Work required. Which lines of the entries hold the string "place"? Copy each one.

Collected data.
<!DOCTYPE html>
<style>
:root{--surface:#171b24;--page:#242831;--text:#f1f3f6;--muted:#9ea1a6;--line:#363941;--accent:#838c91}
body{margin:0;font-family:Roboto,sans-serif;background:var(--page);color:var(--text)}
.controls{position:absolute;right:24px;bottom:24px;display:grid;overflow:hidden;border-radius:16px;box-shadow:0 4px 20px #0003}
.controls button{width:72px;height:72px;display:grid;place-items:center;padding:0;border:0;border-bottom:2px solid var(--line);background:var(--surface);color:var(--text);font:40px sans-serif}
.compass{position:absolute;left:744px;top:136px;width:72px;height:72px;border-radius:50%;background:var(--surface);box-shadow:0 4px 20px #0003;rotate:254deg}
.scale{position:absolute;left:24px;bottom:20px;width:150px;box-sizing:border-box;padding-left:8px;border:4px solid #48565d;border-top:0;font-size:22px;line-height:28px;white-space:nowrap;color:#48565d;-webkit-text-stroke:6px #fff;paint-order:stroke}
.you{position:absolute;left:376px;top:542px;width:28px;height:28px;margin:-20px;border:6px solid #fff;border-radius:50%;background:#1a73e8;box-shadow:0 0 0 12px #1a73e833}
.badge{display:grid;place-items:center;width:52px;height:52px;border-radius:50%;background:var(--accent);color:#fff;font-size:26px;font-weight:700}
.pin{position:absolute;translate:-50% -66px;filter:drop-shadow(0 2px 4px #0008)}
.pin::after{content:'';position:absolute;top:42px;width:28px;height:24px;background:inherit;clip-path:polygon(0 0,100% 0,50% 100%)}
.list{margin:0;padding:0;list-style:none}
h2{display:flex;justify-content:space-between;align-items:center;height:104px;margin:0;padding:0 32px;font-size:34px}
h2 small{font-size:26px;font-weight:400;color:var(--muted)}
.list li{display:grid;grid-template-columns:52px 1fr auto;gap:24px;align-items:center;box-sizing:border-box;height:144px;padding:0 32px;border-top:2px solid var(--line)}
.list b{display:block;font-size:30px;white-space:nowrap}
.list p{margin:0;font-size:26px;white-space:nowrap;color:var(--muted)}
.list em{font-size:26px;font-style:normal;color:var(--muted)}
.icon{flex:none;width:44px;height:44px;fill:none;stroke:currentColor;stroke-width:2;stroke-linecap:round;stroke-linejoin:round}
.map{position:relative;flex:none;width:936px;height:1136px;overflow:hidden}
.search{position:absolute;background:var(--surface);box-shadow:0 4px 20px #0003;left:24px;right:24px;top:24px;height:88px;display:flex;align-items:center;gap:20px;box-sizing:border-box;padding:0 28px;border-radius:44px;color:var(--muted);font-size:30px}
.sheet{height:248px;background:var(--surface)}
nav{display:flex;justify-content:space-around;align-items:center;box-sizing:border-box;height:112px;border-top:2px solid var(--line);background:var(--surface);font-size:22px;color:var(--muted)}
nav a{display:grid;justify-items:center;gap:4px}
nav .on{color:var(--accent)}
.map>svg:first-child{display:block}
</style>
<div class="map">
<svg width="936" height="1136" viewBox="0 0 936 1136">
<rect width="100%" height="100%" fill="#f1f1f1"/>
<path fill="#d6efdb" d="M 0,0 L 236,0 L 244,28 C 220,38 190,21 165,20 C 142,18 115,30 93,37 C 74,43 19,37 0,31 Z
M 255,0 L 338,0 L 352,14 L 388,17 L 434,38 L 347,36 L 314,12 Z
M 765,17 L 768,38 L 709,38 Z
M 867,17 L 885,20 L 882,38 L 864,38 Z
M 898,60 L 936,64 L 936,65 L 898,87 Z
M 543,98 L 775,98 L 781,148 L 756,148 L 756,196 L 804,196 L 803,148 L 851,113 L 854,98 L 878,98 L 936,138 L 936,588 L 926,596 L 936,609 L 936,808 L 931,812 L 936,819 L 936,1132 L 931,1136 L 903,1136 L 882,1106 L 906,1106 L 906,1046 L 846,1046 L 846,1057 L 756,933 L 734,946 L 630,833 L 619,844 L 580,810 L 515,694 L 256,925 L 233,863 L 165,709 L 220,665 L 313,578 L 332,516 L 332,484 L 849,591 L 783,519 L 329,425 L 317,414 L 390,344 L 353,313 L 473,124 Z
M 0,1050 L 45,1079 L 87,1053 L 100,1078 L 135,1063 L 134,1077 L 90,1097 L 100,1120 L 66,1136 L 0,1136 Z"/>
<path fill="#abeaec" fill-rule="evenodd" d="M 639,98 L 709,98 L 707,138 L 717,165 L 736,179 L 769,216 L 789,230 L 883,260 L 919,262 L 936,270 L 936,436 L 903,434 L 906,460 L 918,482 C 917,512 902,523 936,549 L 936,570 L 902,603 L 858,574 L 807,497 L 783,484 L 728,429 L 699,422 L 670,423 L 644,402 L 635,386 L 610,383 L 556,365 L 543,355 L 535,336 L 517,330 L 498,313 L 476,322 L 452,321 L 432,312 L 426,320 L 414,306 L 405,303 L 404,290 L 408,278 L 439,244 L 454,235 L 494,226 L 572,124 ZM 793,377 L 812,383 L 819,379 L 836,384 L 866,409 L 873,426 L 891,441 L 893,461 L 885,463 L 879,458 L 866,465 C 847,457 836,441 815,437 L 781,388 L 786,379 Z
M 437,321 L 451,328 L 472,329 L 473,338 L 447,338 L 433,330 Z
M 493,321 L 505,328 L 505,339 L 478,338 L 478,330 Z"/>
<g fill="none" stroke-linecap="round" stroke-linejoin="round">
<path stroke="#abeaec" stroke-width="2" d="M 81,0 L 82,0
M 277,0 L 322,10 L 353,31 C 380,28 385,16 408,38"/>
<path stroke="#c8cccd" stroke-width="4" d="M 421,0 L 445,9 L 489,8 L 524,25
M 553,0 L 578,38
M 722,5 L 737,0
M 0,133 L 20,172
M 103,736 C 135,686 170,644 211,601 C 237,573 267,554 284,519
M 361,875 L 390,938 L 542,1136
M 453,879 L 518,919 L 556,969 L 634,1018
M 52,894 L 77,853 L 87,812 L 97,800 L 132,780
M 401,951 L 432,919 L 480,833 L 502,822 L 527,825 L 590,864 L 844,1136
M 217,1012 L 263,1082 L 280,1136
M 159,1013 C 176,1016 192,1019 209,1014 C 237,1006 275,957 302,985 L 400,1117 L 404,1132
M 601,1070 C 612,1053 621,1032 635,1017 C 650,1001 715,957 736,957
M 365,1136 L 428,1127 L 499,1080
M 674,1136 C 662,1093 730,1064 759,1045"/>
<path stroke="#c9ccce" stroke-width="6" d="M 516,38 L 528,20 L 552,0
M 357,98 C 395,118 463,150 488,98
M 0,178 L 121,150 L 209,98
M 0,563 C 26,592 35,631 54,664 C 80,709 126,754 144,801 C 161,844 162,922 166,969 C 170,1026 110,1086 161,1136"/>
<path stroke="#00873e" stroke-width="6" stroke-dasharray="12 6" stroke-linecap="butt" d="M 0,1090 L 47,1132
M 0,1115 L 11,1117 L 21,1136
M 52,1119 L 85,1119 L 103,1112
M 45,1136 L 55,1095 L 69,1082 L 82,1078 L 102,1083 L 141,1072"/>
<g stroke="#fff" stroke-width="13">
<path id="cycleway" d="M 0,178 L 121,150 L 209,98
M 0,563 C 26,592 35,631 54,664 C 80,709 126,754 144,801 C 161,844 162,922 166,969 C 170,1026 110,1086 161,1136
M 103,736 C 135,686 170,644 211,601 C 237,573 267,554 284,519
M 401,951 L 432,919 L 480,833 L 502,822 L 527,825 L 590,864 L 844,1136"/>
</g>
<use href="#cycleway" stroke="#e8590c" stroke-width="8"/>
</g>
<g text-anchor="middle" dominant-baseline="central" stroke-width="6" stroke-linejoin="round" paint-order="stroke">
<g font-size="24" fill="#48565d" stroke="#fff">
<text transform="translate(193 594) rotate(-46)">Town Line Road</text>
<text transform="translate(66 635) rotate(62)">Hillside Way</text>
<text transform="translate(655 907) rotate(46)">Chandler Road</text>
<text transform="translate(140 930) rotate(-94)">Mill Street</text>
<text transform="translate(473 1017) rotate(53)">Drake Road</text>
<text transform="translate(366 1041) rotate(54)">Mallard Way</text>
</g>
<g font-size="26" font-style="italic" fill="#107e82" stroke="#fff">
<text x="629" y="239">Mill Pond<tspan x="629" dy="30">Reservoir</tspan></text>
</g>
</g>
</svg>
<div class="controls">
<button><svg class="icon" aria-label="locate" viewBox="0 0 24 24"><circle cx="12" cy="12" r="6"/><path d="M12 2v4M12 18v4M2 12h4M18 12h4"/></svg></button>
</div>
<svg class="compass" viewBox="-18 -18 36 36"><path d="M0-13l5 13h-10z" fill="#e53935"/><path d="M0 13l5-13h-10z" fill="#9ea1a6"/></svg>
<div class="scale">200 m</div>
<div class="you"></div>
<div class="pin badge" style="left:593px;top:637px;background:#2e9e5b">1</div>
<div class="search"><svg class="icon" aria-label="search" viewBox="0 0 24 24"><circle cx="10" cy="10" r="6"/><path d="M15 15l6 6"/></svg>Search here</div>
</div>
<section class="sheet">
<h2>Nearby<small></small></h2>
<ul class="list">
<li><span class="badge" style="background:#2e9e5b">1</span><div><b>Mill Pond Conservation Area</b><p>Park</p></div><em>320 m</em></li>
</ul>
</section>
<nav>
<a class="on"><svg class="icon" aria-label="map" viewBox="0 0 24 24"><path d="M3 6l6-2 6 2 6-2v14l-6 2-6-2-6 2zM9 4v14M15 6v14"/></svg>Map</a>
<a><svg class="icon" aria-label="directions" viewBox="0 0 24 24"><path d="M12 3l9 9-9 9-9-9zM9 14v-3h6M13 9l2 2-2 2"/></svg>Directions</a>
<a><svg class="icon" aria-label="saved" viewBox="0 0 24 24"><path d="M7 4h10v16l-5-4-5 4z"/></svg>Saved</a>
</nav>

Exercise solution.
.controls button{width:72px;height:72px;display:grid;place-items:center;padding:0;border:0;border-bottom:2px solid var(--line);background:var(--surface);color:var(--text);font:40px sans-serif}
.badge{display:grid;place-items:center;width:52px;height:52px;border-radius:50%;background:var(--accent);color:#fff;font-size:26px;font-weight:700}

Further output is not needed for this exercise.